La valoración cimera de la lealtad a la democracia consiste en que esta no sobrevive si se deja en manos de otros, porque está diseñada para vivir en los brazos de todos. Sin embargo, los partidos políticos expresan una rara paranoia colectiva, tras el fallo del Tribunal Constitucional (TC/0788/24) que reivindica la participación electoral independiente, sin su determinación y cobijo. Miedos y preocupaciones que distan del genuino espíritu independiente, que, a decir verdad, ha estado incardinado en diferentes textos constitucionales (2010, 2014 y 2024), acogiendo la libertad y el derecho de cada uno a concurrir exento de prohibiciones y escollos electorales.
El temor suscitado en el ecosistema partidario es indicativo de algo mucho más peligroso y arriesgado: A manos del populismo, la democracia pierde, arrebatado, el mayor valor -intangible- del campo político: la confianza. Por intermedio del pensamiento tribal, elemento proteico y combustible principal del peor populismo, el antidemocrático.
Mientras la democracia depende del pluralismo, el populismo se oxigena en clubes poderosos (usualmente corruptos) que capturan y pluralizan las ansiedades sociales de pueblos políticamente rendidos y desarmados.
Gracias a la lógica de su comunicación salvaje, el relato delirante y a veces tiránico del populismo instaló el pensamiento tribal. Ancestro pedestre que anima admitir o rechazar las cosas según confirman o desafían nuestras creencias preexistentes. La categoría antropológica de donde el individuo busca y se adhiere a quienes piensan igual.
En la era inverosímil de la red, la tribu comporta una masa indómita que, por antonomasia y entre sus iguales, va revelándose mayoritariamente ganadora e indescifrable.
El horizonte normativo que reencauzó el fundamento de las candidaturas independientes en nada perturba las virtudes democráticas. Si alguna amenaza existe sobre la partidocracia, ha sido la idea de creerse depositaria eterna del confort histórico que ha disfrutado sin contratiempos ni opciones paritarias.
En lugar de intentar contener la decisión del TC, inventando fantasmas en el tejado, los partidos están obligados a repensarse como sujetos históricos, expuestos a la inevitabilidad trasformadora que acusa todo ente sociopolítico mutante, dinámico. Cambiar o desvanecerse; el veredicto es irrevocable, y tampoco puede enmendarse a conveniencia de partes.
Habituados a la flexibilidad de los preceptos propios, fuera o por encima de la ley, cualquier ensayo para desnaturalizar la eficacia de esta igualdad sustantiva, erga omnes, estará liquidado de antemano. La sentencia desactivó el cortafuegos defensivo que servía a los partidos, que los hizo impenetrables, inmunes a los reclamos de una población apática y pacientemente tolerante.

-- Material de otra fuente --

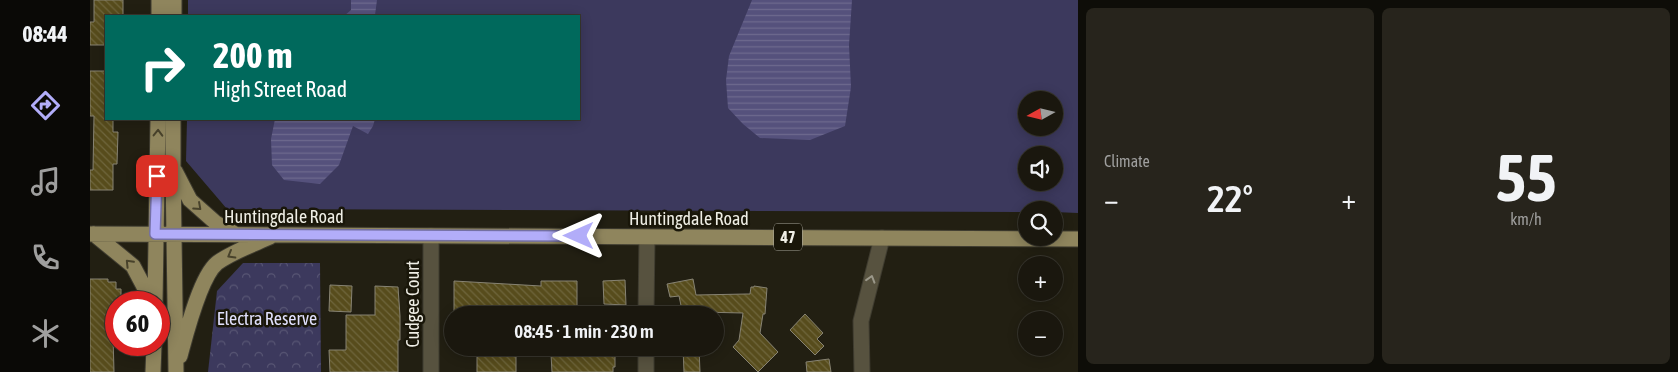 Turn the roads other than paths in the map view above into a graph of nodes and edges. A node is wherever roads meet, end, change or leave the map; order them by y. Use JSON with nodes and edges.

Los mayoritarios siempre retuvieron una relación glacial con la ciudadanía. El único vínculo sensible es la utilidad del voto electoral: votantes alineados como floreros para legitimar los privilegios y los cargos. Ese rol de ciudadanos decoradores, en nuestra democracia descafeinada, está cuestionado, y hace aguas.
Ya no es posible, conforme a la costumbre del areópago partidista, dictaminar dónde y cómo se moverá el sufragio universal. Este siglo desató un cambio tectónico en todos los órdenes, su temblor sacudió, con fuerza telúrica, los ejes del pensamiento y la política tradicional.
Las candidaturas independientes tampoco destronarán los partidos; provocarán, y es razonable esperarlo, un ajuste del péndulo, que siempre osciló bajo estricto control de la partidocracia nacional.
De nada sirven ahora los insípidos lloriqueos, las lamentaciones amargas. Antes que los independientes, el verdadero enemigo de los partidos políticos es la desconfianza ciudadana.
Creer lo otro es tan alucinante como colocarles calcetines a las vacas…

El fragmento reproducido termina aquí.